Paska penetapan upah minimum kabupaten (UMK) 2014 sebesar Rp
1.150.000, persoalan besar yang mengemuka yakni apakah hal tersebut akan
dapat dilaksanakan dengan baik setahun mendatang. Selanjutnya, muncul
pula pertanyaan mengenai keberanian menjatuhkan sanksi kepada pihak yang
melanggar ketentuan itu.
Ketua Konfederasi Serikat Pekerja Seluruh Indonesia (KSPSI) Kabupaten
Kudus, Wiyono, menyatakan soal pengawasan, monitoring dan kegiatan
sejenis diharapkan tidak hanya menjadi sebuah kebiasaan belaka.
Instrumen tersebut diupayakan dapat digunakan untuk''memaksa'' semua
pihak mematuhi aturan main yang ada.
''Selama ini kami masih menilai belum maksimal,'' katanya.
Bila instrumen pengawasan lemah, dipastikan penegakan aturan juga
tidak akan maksimal. Butuh lebih dari sekedar komitmen dari pihak
terkait untuk dapat mewujudkan hal itu. Secara khusus, dia cukup
mengkhawatirkan minimnya penyidik pegawai negeri sipil yang dimiliki
Dinsosnakertrans.

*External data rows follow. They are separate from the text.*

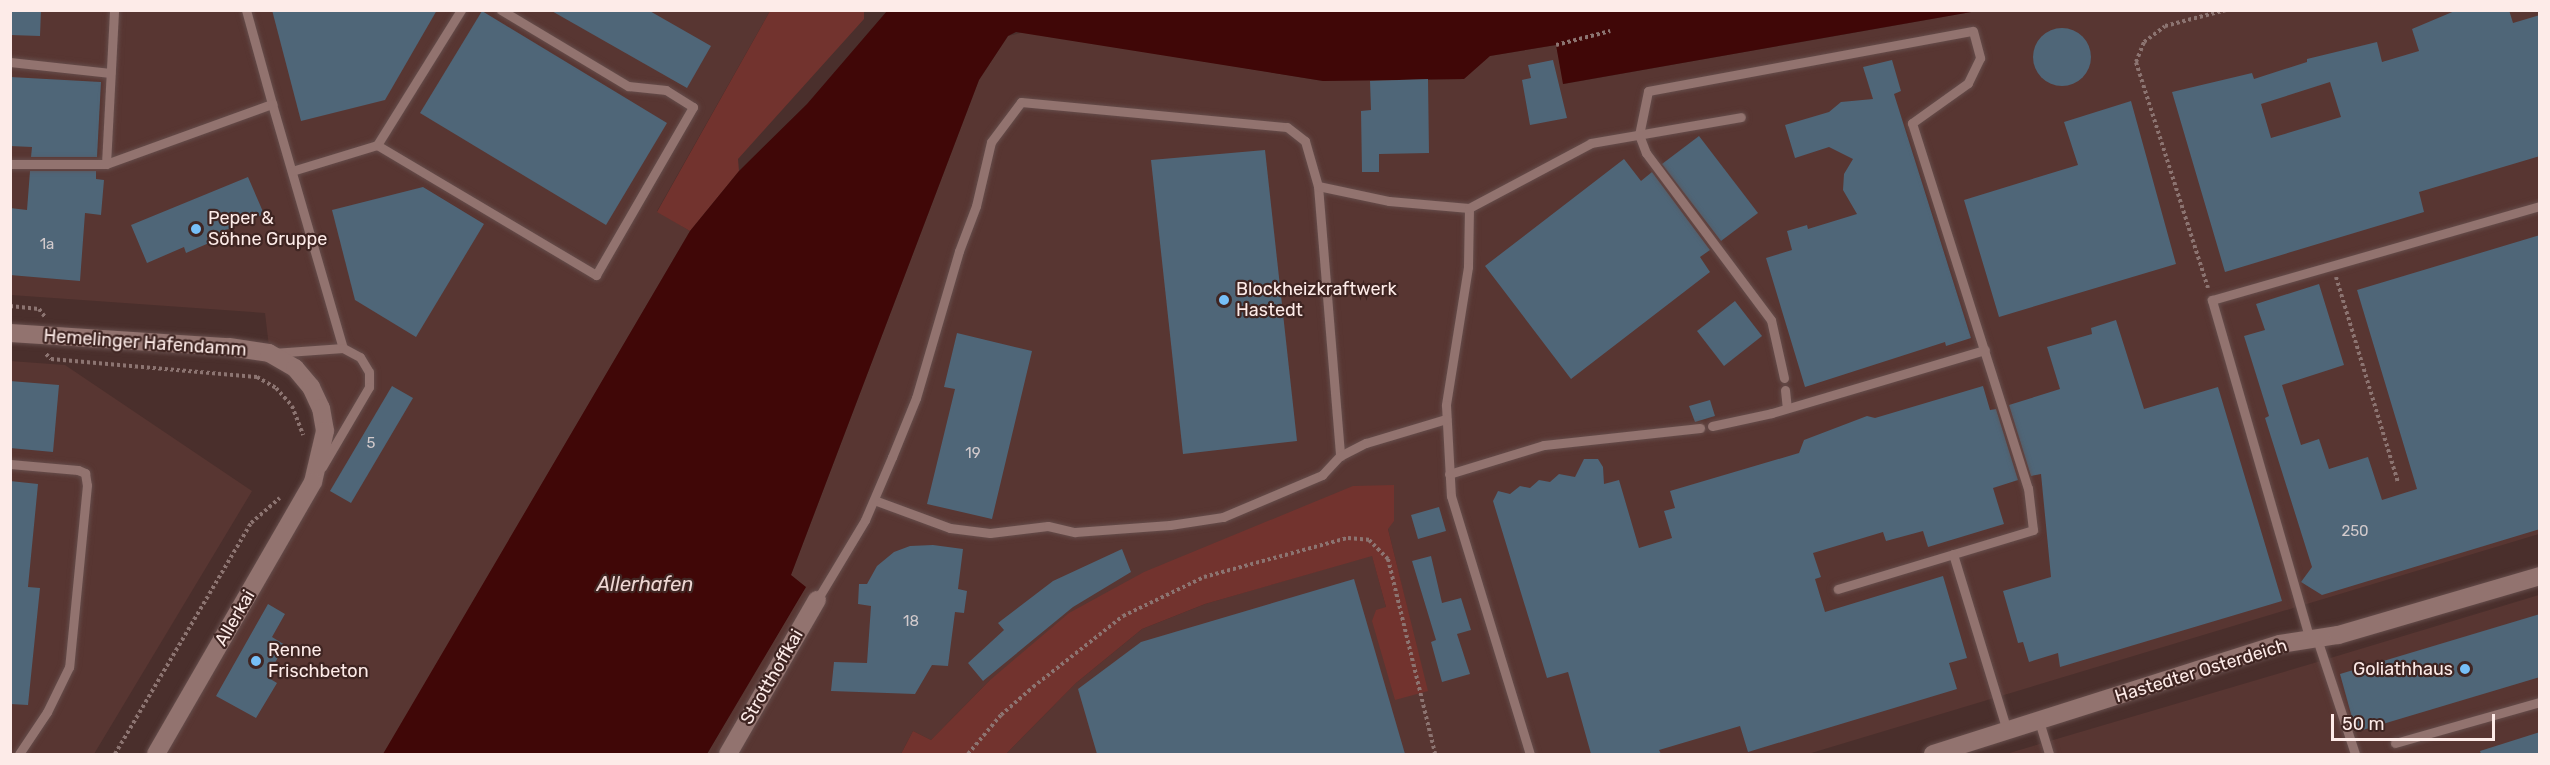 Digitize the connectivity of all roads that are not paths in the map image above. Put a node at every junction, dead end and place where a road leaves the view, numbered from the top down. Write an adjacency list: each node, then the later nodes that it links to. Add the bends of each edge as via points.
1 (114, 10): 6 (lane)
2 (246, 10): 7 (lane)
3 (461, 10): 10 (lane)
4 (501, 10): 10 (lane, via 628,86 666,90 693,107 596,275)
5 (10, 63): 6 (lane)
6 (110, 73): 12 (lane)
7 (273, 104): 12 (lane); 13 (lane)
8 (1741, 117): 9 (lane)
9 (1639, 135): 16 (lane, via 1591,143); 19 (lane, via 1648,90 1973,31 1980,58 1968,83 1912,123); 21 (lane, via 1654,168 1771,320)
10 (376, 145): 13 (lane)
11 (10, 164): 12 (lane)
12 (106, 164)
13 (292, 171): 18 (lane)
14 (1318, 186): 16 (lane, via 1389,201); 27 (lane); 31 (lane, via 1305,141 1287,128 1021,102 991,142 976,206 916,398)
15 (2540, 206): 36 (lane, via 2212,300)
16 (1469, 208): 24 (lane, via 1468,267)
17 (10, 333): 20 (street, Hemelinger Hafendamm)
18 (343, 348): 20 (lane); 30 (lane, via 360,357 369,372 369,387)
19 (1985, 350): 23 (lane); 32 (lane, via 2028,488 2032,530)
20 (269, 353): 30 (street, Hemelinger Hafendamm, via 295,368 312,387 321,408 325,431)
21 (1784, 378)
22 (1785, 390): 23 (lane)
23 (1787, 408): 25 (lane)
24 (1446, 419): 27 (lane, via 1366,443); 29 (lane)
25 (1712, 426)
26 (1700, 428): 29 (lane, via 1544,445)
27 (1340, 456): 31 (lane, via 1322,475 1223,517 1170,525 1075,532 1048,526 990,533 950,528)
28 (10, 465): 41 (lane, via 78,470 85,473 87,485 69,667 47,712)
29 (1449, 474): 44 (lane, via 1451,496)
30 (314, 482): 42 (street, Allerkai)
31 (874, 500): 35 (lane)
32 (1953, 554): 34 (lane); 39 (lane)
33 (2540, 576): 36 (street, Hastedter Osterdeich)
34 (1838, 589)
35 (817, 600): 43 (street, Strotthoffkai)
36 (2314, 639): 38 (street, Hastedter Osterdeich, via 2280,644); 47 (lane)
37 (2540, 702): 40 (lane)
38 (2039, 721): 39 (street, Hastedter Osterdeich); 46 (lane)
39 (2007, 731): 45 (street, Hastedter Osterdeich)
40 (2395, 743)
41 (19, 754)
42 (156, 754)
43 (728, 754)
44 (1530, 754)
45 (1933, 754)
46 (2049, 754)
47 (2355, 754)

Logikanya, jika pegawai dengan kewenangan untuk
menyidik sangat minim dan bahkan tidak ada, bila terjadi pelanggaran
tidak akan dapat dilakukan pemberkasan.
''Untuk dapat memproses lebih lanjut jelas tidak mungkin,'' paparnya.
Pidana
Beberapa waktu yang lalu, terdapat perusahaan yang dipidanakan karena
melanggar ketentuan UMK. Walaupun mungkin belum dapat seekstrim seperti
itu, paling tidak dapat menyemangati pengawasan pembayaran upah buruh
pada masa mendatang.
''Yang jelas, pengawasan harus dapat dimaksimalkan,'' tandasnya.

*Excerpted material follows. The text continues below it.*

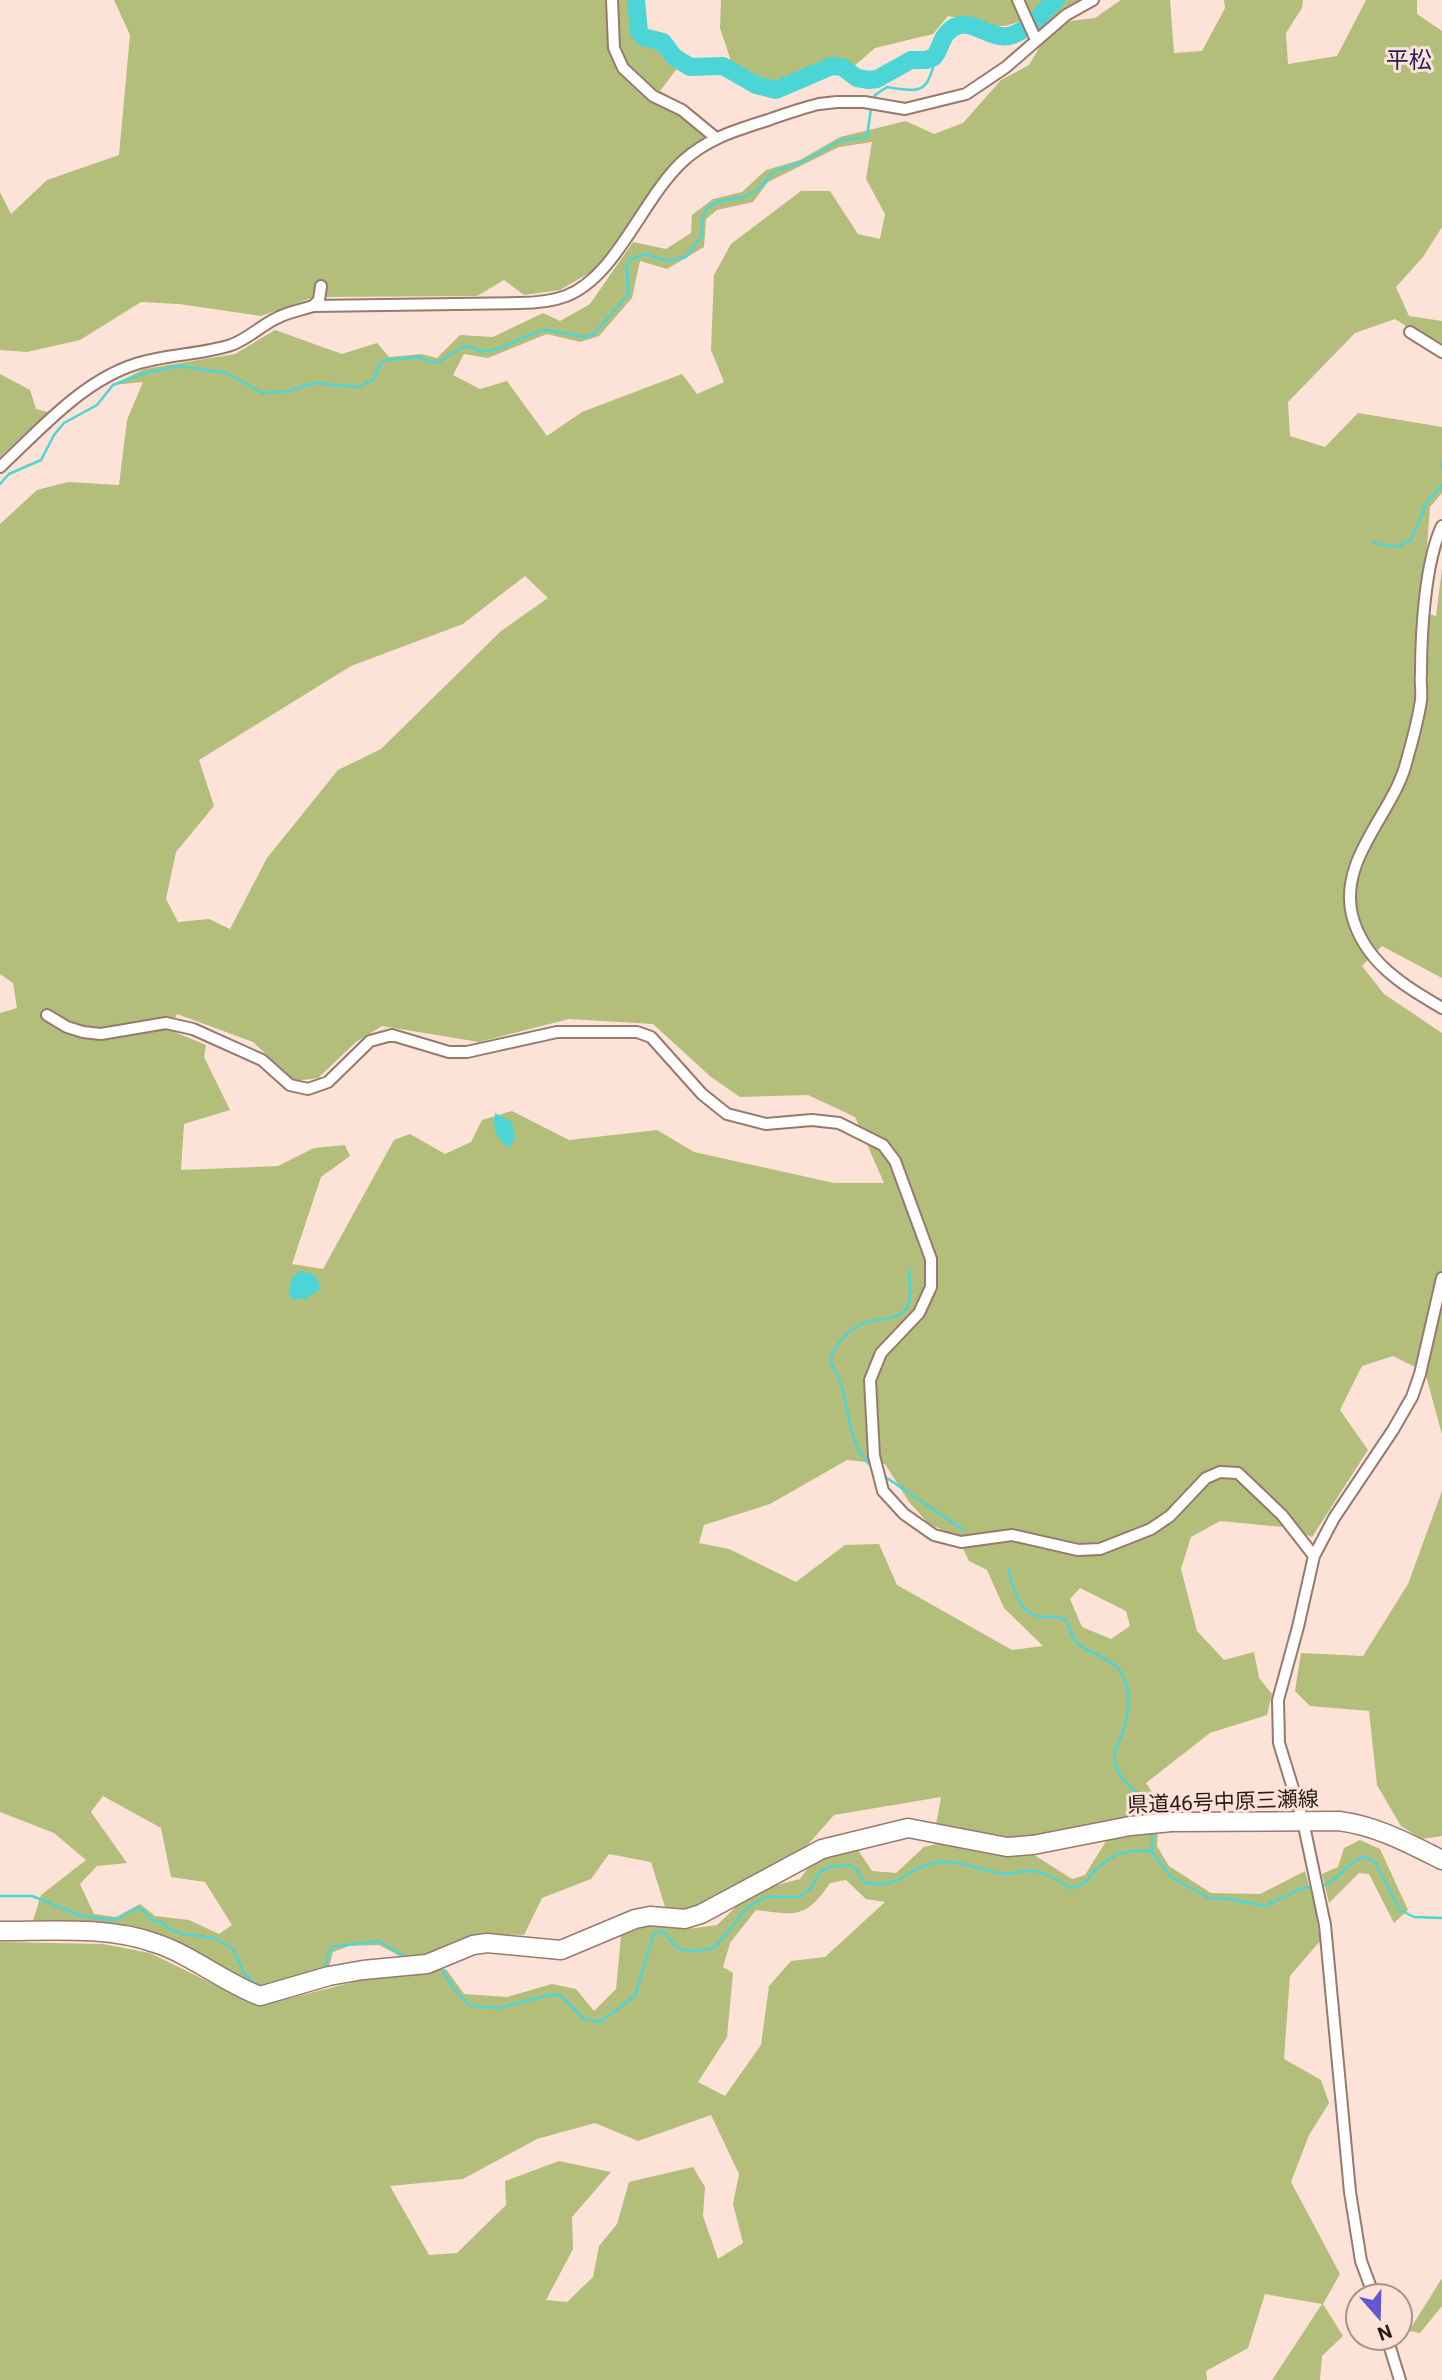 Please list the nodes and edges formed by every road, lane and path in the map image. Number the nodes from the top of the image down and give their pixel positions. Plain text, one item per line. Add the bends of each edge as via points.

Terpisah, Kadinsosnakertrans, Budi Rahmat menjanjikan pengawasan
tetap akan dilakukan. Hanya saja, segala sesuatunya tetap harus
mendasarkan kenyataan dan fakta yang ada di lapangan. Secara umum, dia
menilai tingkat kepatuhan perusahaan dalam melaksanakan pembayaran upah
cukup baik. Namun begitu, dia juga menyadari masih ada perusahaan yang
mungkin kesulitan dapat membayar upah sesuai ketentuan yang ada.
''Pantauan pelaksanaan UMK tetap akan kami optimalkan,'' jelasnya.